### Exercise instructions
What lines in the records below contain the string "further"? Copy every one.

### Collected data

────────────────

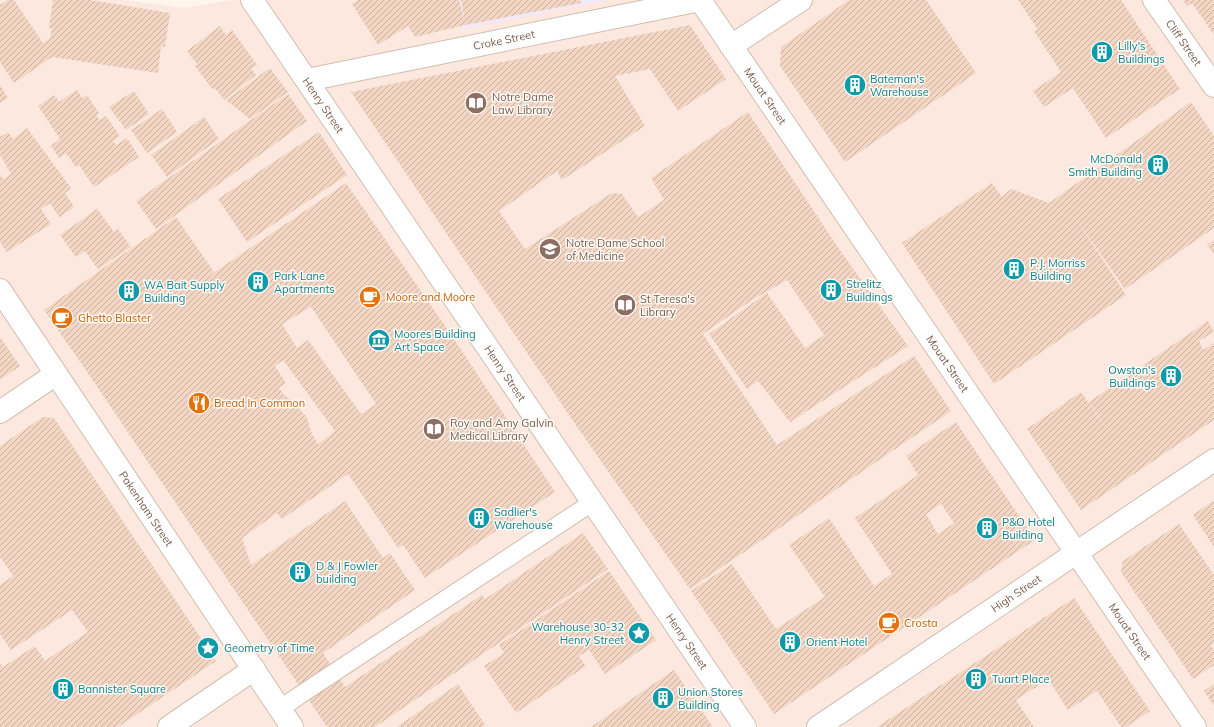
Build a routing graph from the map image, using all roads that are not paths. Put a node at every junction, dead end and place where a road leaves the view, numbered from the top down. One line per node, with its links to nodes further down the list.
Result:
1 (252, 0): 6 (street, Henry Street)
2 (700, 0): 5 (street, Mouat Street); 6 (street, Croke Street)
3 (801, 0): 5 (street)
4 (1154, 0): 7 (street, Cliff Street)
5 (731, 46): 13 (street, Mouat Street)
6 (307, 80): 12 (street, Henry Street)
7 (1214, 86)
8 (0, 290): 9 (street, Pakenham Street)
9 (56, 374): 10 (street); 14 (street, Pakenham Street)
10 (0, 412)
11 (1214, 460): 13 (street, High Street)
12 (593, 502): 15 (lane); 18 (street, Henry Street)
13 (1076, 553): 19 (street, High Street); 20 (street, Mouat Street)
14 (254, 669): 15 (street, Pakenham Street); 16 (street)
15 (280, 709): 17 (street, Pakenham Street)
16 (169, 727)
17 (292, 727)
18 (745, 727)
19 (818, 727)
20 (1195, 727)

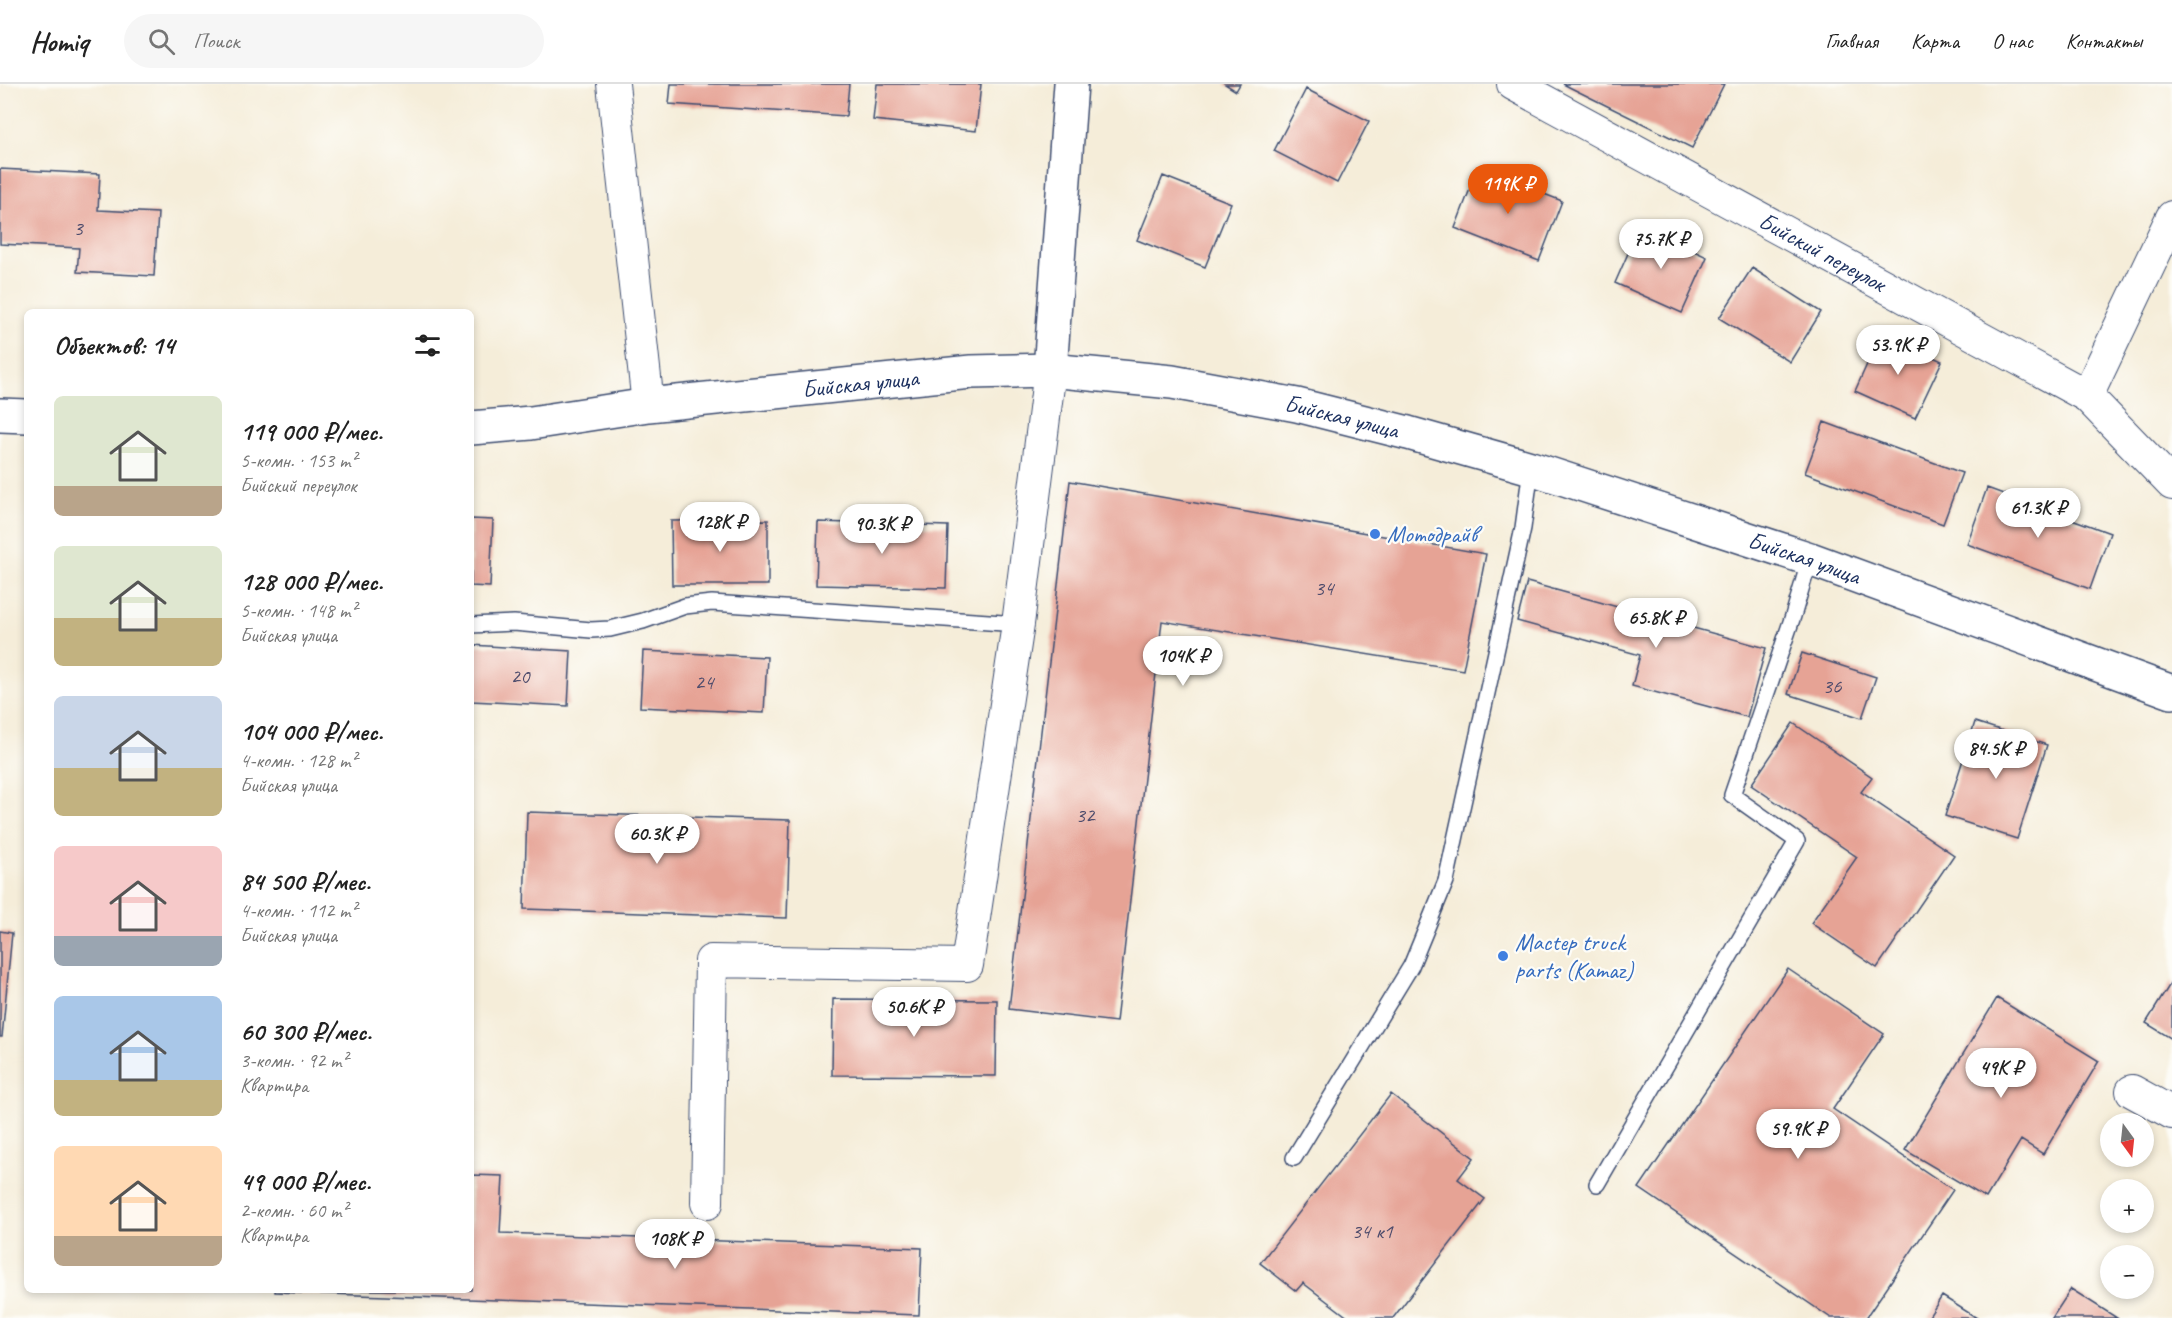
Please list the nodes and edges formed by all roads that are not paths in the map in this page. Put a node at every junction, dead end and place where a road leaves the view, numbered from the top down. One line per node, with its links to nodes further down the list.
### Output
1 (613, 84): 7 (street)
2 (1071, 84): 5 (main road)
3 (1513, 84): 6 (street, Бийский переулок)
4 (2172, 217): 6 (street)
5 (1050, 370): 7 (main road, Бийская улица); 11 (main road, Бийская улица); 14 (street)
6 (2087, 396): 12 (street, Бийский переулок)
7 (648, 405): 10 (main road, Бийская улица)
8 (0, 415): 9 (main road)
9 (24, 416)
10 (474, 428)
11 (1531, 468): 13 (main road, Бийская улица); 19 (lane)
12 (2172, 484)
13 (1810, 559): 16 (main road, Бийская улица); 20 (lane)
14 (1018, 624): 15 (lane); 21 (street)
15 (474, 625)
16 (2172, 692)
17 (2132, 1091): 18 (street)
18 (2172, 1113)
19 (1294, 1158)
20 (1597, 1184)
21 (706, 1203)

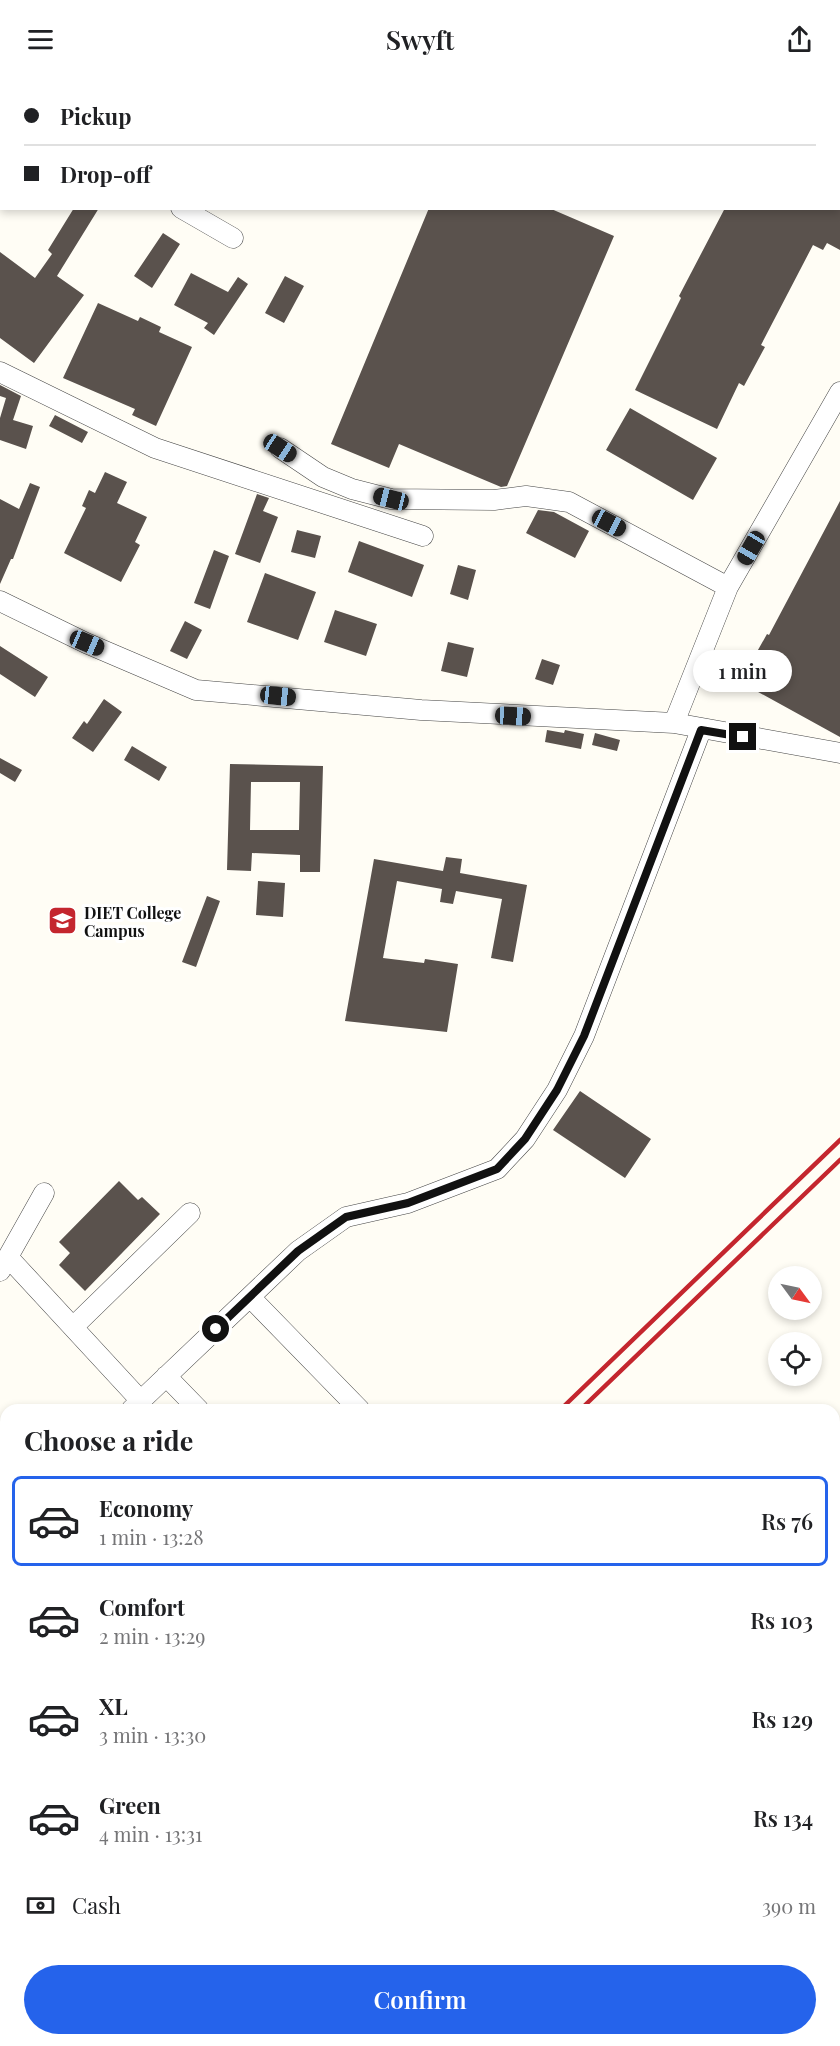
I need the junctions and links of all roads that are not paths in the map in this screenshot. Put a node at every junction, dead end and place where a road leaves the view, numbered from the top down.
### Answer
1 (184, 210) edge
2 (233, 238) dead end
3 (0, 372) edge
4 (840, 392) edge
5 (280, 448) dead end
6 (423, 536) dead end
7 (728, 587) junction
8 (0, 601) edge
9 (674, 723) junction
10 (701, 730) junction
11 (840, 753) edge
12 (44, 1193) dead end
13 (190, 1213) dead end
14 (4, 1264) edge
15 (250, 1297) junction
16 (73, 1327) junction
17 (166, 1376) junction
18 (135, 1404) edge
19 (137, 1404) edge
20 (193, 1404) edge
21 (354, 1404) edge

1 - 2 street
3 - 6 street
4 - 7 street
5 - 7 street
7 - 9 street
8 - 9 street
9 - 10 street
10 - 11 street
10 - 15 street
12 - 14 street
13 - 16 street
14 - 16 street
15 - 17 street
15 - 21 street
16 - 18 street
17 - 19 street
17 - 20 street

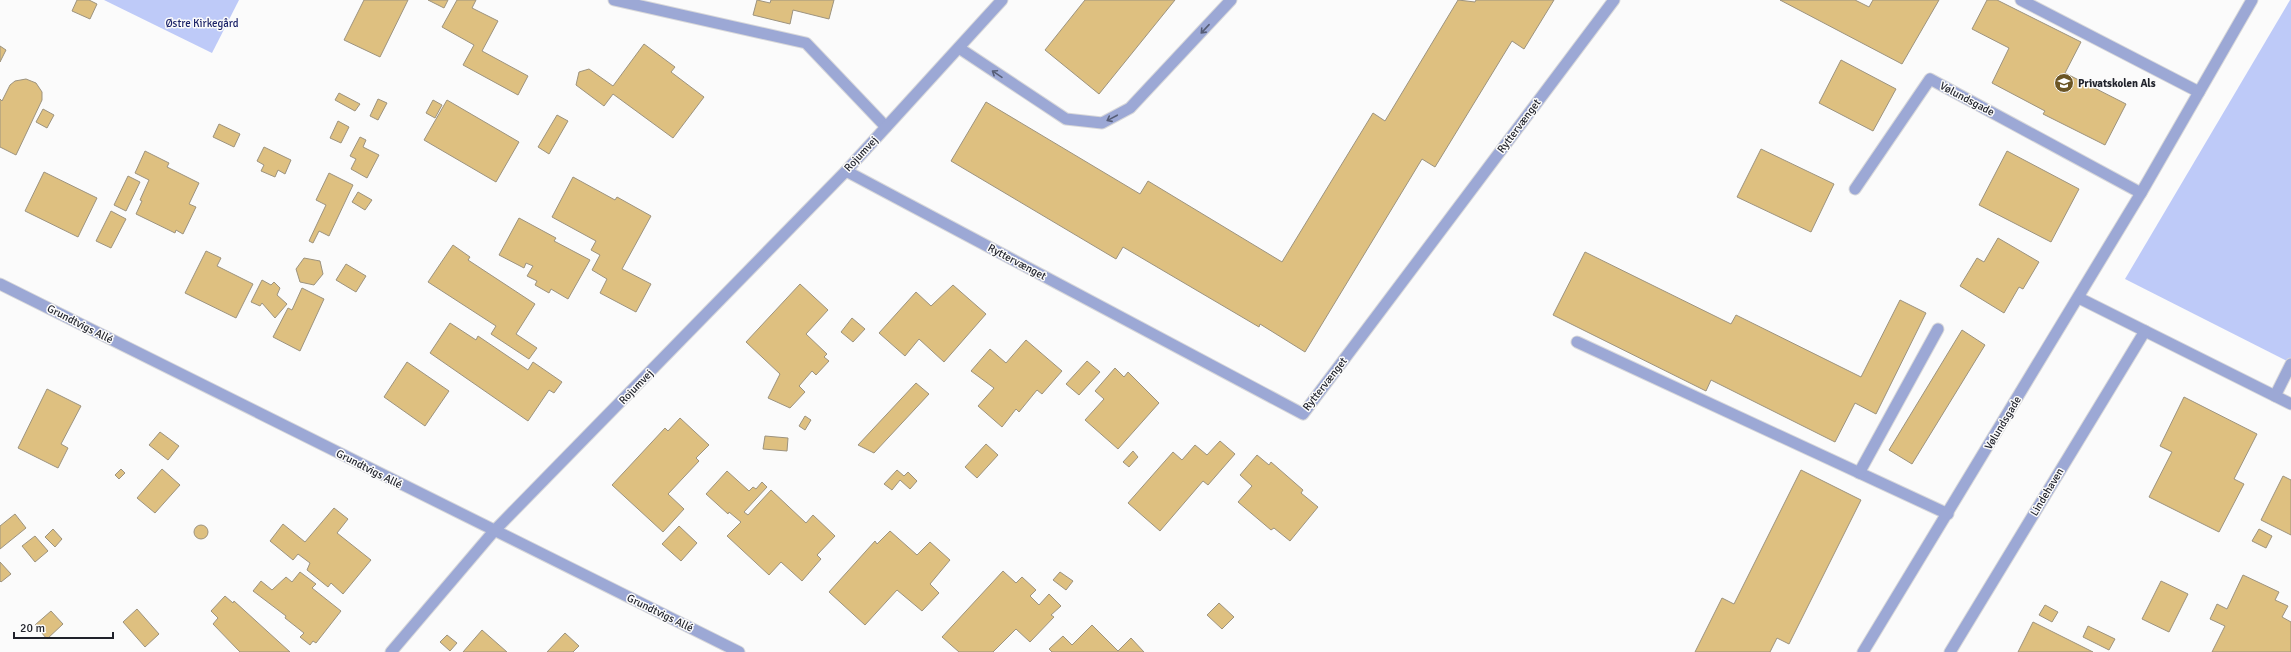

────────────────

### Solution
Build a routing graph from the map image, using all roads that are not paths. Put a node at every junction, dead end and place where a road leaves the view, numbered from the top down. One line per node, with its links to nodes further down the list.
Please list the nodes and edges formed by all roads that are not paths in the map in this page. Put a node at every junction, dead end and place where a road leaves the view, numbered from the top down. One line per node, with its links to nodes further down the list.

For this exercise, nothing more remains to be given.